La situation imprévisible en Libye représente une menace pour la stabilité du pays et de l’ensemble de la région, y compris de l’Union européenne, et contribue à l’aggravation de la menace terroriste, de la traite des êtres humains et du trafic illicite de migrants. Nous rappelons la nécessité pour l’UE de faire tout son possible pour contribuer aux efforts de stabilisation de la Libye. Il est essentiel de renforcer les capacités des autorités libyennes pour leur permettre de contrôler les frontières terrestres et maritimes et de lutter contre les activités de transit et de trafic illicite. Nous accueillons avec satisfaction les annonces faites le 21 août dernier par les présidents du Conseil présidentiel et de la Chambre des représentants de l’État libyen, qui ont posé les fondements d’une solution commune à l’impasse actuelle. Il s’agit d’une avancée positive dans la bonne direction et il convient de continuer sur cette voie. Il n’existe aucune solution militaire à l a crise. Nous engageons vivement toutes les parties à convenir d’un cessez-le-feu et à s’engager à nouveau en faveur du dialogue politique facilité par les Nations unies et des paramètres agréés lors de la conférence de Berlin. Nous appelons également à reprendre immédiatement la production de pétrole dans l’ensemble du pays et à travailler en parallèle à la création de mécanismes visant à garantir une répartition équitable et transparente des recettes pétrolières. Nous réaffirmons notre opposition à toutes les ingérences étrangères dans ce conflit, d’où qu’elles proviennent, et nous restons déterminés à faire respecter, notamment au moyen de l’opération Irini, l’embargo sur les armes imposé par les Nations unies dont les violations ont exacerbé l’escalade militaire actuelle en Libye. Nous restons également prêts à adopter des sanctions à l’encontre des acteurs impliqués dans la violation de l’embargo et des droits de l’Homme, ainsi que de ceux qui s’opposent au processus politique.

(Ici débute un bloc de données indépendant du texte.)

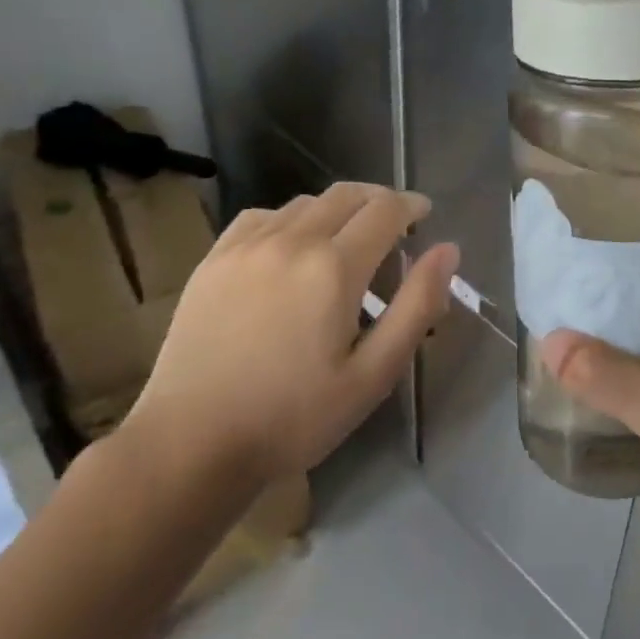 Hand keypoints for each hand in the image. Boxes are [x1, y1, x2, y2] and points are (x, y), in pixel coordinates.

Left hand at [118, 183, 457, 499]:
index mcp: (334, 267)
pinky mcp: (214, 259)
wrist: (192, 443)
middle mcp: (291, 240)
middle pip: (346, 195)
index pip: (384, 210)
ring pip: (304, 202)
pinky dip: (290, 219)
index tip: (424, 213)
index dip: (411, 205)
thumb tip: (448, 250)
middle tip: (393, 224)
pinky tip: (290, 246)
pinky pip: (261, 216)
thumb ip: (417, 306)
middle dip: (378, 200)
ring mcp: (246, 246)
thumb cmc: (294, 417)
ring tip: (345, 239)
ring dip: (336, 209)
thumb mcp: (373, 374) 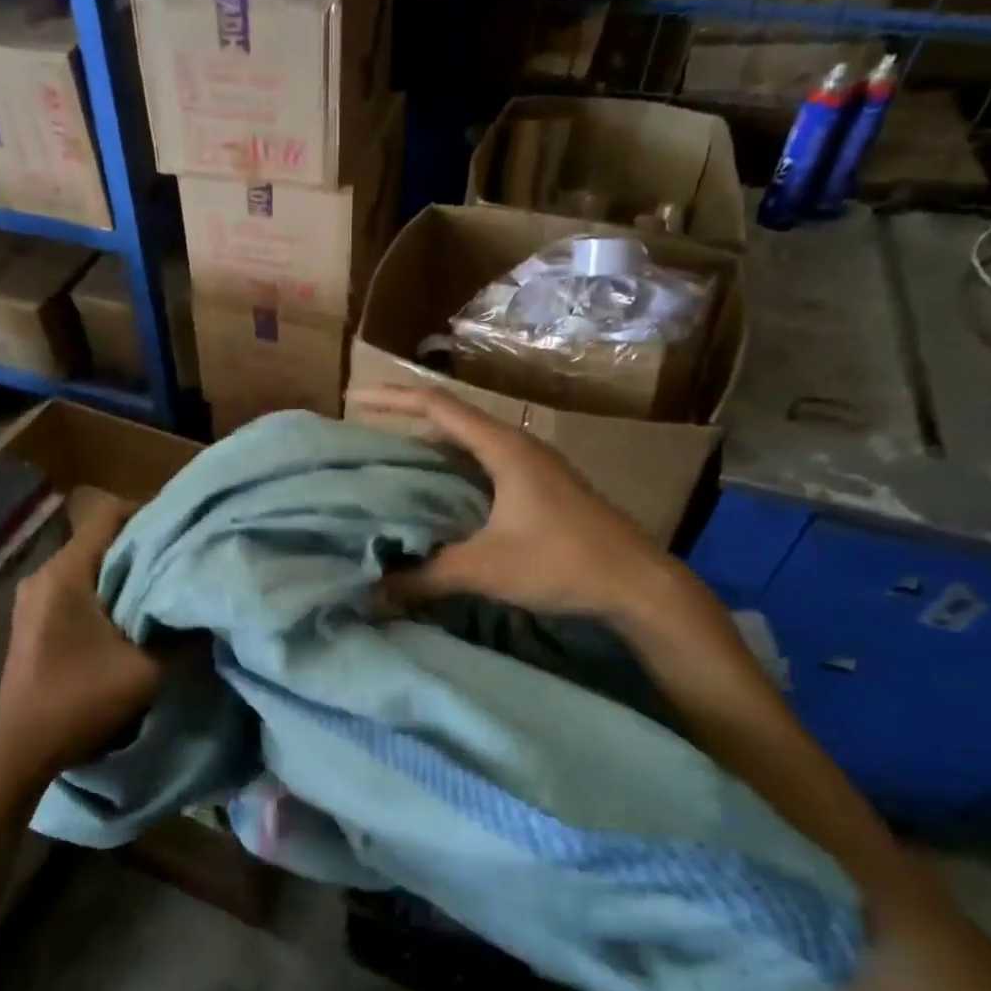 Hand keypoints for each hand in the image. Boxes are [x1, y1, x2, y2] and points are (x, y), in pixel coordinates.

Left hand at [0, 493, 161, 788]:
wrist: (18, 752)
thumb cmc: (79, 702)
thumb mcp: (146, 672)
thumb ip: (182, 637)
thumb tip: (208, 612)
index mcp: (65, 574)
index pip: (108, 515)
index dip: (150, 513)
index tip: (184, 530)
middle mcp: (43, 575)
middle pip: (100, 538)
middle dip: (143, 545)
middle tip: (183, 559)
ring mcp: (34, 597)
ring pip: (90, 564)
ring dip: (126, 571)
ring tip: (163, 586)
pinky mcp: (33, 619)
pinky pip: (77, 586)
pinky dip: (107, 590)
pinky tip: (131, 613)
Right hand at [348, 385, 684, 622]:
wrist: (637, 584)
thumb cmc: (562, 562)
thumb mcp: (485, 569)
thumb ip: (425, 576)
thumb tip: (374, 590)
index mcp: (503, 447)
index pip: (437, 406)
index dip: (392, 399)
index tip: (353, 402)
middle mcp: (518, 446)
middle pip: (452, 419)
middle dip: (405, 422)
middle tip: (364, 438)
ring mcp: (534, 467)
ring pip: (470, 445)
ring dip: (431, 449)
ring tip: (391, 464)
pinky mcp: (542, 489)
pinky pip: (484, 467)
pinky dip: (453, 473)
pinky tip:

À Chypre, reconnaissant que le statu quo ne constitue pas une option satisfaisante pour le pays, nous soutenons pleinement la volonté affichée par le secrétaire général des Nations unies de poursuivre ses efforts visant la reprise des négociations là où elles s’étaient arrêtées lors de la conférence de Crans Montana en 2017, afin de trouver une solution viable et globale au problème de Chypre sur la base d’une fédération bicommunale et bizonale avec l’égalité politique, comme le prévoient les résolutions pertinentes du Conseil de sécurité des Nations unies et conformément à l’acquis, aux valeurs et aux principes de l’UE. Nous exhortons toutes les parties à s’engager en faveur d’une solution de ce type et à y participer, y compris en ce qui concerne ses aspects extérieurs.  »

Les déclarations sont claires et constituent un avertissement à la Turquie, qui, comme à son habitude, a réagi violemment en insultant carrément le président Macron. Maintenant, reste à passer de la parole aux actes, mais ça, c’est une autre affaire…


[1] France, Italie, Espagne, Portugal, Grèce, Malte et Chypre.

[2] Site de la Présidence de la République.